In dal-OUTCOMES, 15,871 patients with a recent acute coronary syndrome were randomized to dalcetrapib or placebo. At a prespecified interim analysis after a median follow-up of 31 months, the Data and Safety Monitoring Board recommended termination of the trial for futility. The primary endpoint — a composite of death from CHD, nonfatal MI, ischemic stroke, unstable angina, or cardiac arrest with resuscitation — occurred in 8.3% of dalcetrapib recipients and 8.0% of placebo recipients (HR, 1.04; 95% CI, 0.93-1.16; P=0.52).

As expected, dalcetrapib raised HDL (by about 30%) and had little effect on LDL. However, there was no correlation between baseline HDL level and clinical outcome. Furthermore, dalcetrapib treatment resulted in mean increases of 18% in CRP level and of 0.6 mm Hg in systolic blood pressure.

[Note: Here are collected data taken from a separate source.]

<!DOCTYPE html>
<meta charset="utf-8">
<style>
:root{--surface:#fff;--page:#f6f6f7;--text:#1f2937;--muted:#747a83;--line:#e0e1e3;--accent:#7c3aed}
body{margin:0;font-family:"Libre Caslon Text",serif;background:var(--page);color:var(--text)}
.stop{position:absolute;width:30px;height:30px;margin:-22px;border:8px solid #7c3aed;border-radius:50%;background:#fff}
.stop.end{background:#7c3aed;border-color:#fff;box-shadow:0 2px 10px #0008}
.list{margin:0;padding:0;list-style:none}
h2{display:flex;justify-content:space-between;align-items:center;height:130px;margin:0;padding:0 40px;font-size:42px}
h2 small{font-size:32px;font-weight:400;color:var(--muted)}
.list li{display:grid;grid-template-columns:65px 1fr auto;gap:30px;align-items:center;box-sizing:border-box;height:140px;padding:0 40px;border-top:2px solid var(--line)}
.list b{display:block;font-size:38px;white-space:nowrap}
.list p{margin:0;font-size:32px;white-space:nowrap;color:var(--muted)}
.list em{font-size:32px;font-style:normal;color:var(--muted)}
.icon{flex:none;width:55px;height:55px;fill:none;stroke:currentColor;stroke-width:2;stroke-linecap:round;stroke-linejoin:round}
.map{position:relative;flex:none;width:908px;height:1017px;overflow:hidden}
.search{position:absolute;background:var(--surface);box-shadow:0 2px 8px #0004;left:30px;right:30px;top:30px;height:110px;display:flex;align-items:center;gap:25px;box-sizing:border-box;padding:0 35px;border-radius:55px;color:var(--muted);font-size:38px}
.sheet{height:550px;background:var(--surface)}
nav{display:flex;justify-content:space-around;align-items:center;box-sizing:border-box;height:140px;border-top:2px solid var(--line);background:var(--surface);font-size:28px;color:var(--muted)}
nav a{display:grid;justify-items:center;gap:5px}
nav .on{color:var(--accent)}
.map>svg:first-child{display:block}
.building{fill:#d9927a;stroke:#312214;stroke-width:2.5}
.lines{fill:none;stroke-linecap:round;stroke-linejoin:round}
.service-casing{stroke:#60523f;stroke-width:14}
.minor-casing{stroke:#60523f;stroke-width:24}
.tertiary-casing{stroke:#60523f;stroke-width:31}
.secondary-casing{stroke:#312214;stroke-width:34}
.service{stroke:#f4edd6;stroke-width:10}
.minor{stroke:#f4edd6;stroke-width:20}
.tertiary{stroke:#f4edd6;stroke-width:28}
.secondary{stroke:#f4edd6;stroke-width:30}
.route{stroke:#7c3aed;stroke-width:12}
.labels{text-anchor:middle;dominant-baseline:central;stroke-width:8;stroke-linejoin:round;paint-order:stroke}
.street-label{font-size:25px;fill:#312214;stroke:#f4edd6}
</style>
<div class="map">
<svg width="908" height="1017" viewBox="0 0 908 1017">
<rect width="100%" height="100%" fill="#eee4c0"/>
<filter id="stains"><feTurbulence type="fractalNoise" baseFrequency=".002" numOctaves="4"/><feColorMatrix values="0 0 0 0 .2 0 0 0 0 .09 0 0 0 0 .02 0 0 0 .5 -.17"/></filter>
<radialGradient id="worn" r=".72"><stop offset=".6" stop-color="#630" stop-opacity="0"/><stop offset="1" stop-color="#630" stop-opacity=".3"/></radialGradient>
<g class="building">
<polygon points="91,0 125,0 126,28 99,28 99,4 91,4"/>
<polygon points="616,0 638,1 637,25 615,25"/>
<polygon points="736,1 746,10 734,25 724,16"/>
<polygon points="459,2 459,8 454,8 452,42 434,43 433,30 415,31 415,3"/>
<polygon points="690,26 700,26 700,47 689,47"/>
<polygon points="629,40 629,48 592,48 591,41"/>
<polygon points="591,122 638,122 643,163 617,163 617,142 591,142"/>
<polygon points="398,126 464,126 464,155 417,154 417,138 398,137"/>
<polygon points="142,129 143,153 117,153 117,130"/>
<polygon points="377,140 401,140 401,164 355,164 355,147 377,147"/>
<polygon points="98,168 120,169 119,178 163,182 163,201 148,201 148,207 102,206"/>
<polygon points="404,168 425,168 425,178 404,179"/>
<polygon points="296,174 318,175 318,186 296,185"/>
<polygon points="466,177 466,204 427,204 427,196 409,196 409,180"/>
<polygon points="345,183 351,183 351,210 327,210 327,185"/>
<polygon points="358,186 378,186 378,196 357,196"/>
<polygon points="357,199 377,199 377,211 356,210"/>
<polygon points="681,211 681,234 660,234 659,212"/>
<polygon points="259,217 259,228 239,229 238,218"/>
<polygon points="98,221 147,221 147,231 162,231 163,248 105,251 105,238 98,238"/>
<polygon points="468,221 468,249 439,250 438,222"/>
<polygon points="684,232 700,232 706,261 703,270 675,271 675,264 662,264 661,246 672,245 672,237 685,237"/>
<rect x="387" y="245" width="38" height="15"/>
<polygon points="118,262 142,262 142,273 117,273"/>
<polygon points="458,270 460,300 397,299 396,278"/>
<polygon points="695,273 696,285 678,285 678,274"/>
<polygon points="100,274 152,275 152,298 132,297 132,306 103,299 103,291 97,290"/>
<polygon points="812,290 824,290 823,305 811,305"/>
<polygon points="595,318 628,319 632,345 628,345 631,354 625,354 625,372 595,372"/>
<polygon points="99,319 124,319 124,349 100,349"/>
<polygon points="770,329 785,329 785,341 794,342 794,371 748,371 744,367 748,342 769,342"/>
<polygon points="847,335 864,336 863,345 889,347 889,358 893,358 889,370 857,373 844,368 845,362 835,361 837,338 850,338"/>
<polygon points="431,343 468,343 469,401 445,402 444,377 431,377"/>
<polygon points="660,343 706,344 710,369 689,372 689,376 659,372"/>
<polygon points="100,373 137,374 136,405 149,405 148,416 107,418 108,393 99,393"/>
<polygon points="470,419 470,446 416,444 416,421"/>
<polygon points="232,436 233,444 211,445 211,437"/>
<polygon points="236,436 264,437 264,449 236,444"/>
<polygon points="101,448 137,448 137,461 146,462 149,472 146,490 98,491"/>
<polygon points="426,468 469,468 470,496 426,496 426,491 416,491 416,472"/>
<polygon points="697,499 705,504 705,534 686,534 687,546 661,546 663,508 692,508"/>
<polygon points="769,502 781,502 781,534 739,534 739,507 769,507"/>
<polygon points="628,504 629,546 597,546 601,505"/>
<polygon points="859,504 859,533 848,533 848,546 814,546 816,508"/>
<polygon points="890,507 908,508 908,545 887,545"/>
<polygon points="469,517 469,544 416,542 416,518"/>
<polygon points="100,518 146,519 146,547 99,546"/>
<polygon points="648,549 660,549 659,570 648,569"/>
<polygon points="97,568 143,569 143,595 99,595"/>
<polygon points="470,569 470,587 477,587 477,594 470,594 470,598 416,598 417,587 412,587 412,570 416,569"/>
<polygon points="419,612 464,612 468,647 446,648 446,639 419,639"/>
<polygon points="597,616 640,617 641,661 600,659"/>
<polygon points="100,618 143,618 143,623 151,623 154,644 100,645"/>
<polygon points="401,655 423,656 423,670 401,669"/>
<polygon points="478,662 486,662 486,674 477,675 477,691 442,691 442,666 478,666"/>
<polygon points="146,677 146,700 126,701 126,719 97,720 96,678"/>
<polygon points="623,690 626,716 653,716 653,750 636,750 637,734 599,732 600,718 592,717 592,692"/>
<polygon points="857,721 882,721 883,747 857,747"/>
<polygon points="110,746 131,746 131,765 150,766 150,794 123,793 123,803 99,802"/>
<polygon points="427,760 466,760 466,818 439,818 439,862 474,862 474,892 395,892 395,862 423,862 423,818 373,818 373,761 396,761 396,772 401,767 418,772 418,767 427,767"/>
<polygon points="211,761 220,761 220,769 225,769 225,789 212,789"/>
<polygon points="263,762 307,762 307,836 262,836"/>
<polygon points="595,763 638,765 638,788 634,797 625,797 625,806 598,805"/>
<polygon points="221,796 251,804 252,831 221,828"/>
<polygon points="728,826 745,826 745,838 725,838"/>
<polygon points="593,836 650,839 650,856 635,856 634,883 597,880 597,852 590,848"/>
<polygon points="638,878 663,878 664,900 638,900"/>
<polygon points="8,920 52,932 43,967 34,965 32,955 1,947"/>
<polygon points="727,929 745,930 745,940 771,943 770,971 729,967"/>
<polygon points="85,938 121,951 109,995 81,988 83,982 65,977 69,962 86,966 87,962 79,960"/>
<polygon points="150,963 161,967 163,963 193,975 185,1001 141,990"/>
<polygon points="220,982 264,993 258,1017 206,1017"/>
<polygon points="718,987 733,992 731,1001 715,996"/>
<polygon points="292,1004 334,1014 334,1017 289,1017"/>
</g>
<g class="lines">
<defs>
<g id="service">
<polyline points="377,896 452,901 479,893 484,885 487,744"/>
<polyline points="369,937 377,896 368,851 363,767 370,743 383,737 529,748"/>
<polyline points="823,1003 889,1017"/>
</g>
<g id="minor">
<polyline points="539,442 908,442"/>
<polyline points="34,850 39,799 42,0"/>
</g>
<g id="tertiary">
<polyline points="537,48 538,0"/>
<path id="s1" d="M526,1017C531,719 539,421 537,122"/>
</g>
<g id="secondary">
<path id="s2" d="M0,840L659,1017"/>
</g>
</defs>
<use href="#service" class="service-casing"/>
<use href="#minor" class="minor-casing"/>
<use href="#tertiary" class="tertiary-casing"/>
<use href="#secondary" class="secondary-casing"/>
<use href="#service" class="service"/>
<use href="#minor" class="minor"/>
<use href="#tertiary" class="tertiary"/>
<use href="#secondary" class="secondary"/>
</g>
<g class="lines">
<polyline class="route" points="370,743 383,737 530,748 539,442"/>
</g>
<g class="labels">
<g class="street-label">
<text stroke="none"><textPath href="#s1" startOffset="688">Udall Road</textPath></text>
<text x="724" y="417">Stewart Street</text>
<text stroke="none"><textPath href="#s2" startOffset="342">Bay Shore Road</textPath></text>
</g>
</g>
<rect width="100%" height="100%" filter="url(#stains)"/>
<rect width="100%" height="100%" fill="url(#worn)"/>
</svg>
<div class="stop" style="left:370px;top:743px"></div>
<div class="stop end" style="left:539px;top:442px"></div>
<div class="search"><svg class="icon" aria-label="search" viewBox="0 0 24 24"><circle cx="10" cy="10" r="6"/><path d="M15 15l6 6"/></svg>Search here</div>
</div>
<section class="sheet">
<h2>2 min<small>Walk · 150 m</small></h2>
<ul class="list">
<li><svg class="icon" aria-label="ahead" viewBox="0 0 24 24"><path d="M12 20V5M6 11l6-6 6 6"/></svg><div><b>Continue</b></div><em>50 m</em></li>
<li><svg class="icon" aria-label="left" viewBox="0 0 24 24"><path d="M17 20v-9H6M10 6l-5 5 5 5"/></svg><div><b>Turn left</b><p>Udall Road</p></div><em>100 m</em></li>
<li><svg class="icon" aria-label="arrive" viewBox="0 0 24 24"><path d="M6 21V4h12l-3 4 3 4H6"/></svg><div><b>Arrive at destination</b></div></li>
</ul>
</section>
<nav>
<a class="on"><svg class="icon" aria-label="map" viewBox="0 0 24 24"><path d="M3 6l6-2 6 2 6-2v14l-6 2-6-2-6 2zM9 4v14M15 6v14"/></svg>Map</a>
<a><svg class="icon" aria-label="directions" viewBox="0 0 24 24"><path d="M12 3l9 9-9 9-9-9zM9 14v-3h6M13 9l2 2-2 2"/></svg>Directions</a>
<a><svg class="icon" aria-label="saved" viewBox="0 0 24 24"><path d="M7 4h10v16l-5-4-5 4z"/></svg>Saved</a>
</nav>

The chair of the trial, Gregory Schwartz, said that the small increases in blood pressure and CRP might explain the results. The discussant for the trial, Alan Tall, said that the decision to stop the trial prematurely was rational. In addition to the changes in blood pressure and CRP, he offered several additional possible reasons for the drug’s failure to improve outcomes:

  • Moderate HDL elevation in patients who are already well treated may have little impact. It is possible that much larger elevations in HDL will be required to alter the course of disease.
  • CETP inhibitors may produce a form of HDL that does not enhance reverse cholesterol transport.
  • Dalcetrapib is only a partial CETP inhibitor. Phase 3 trials of more-potent CETP inhibitors, such as anacetrapib and evacetrapib, may still demonstrate benefit.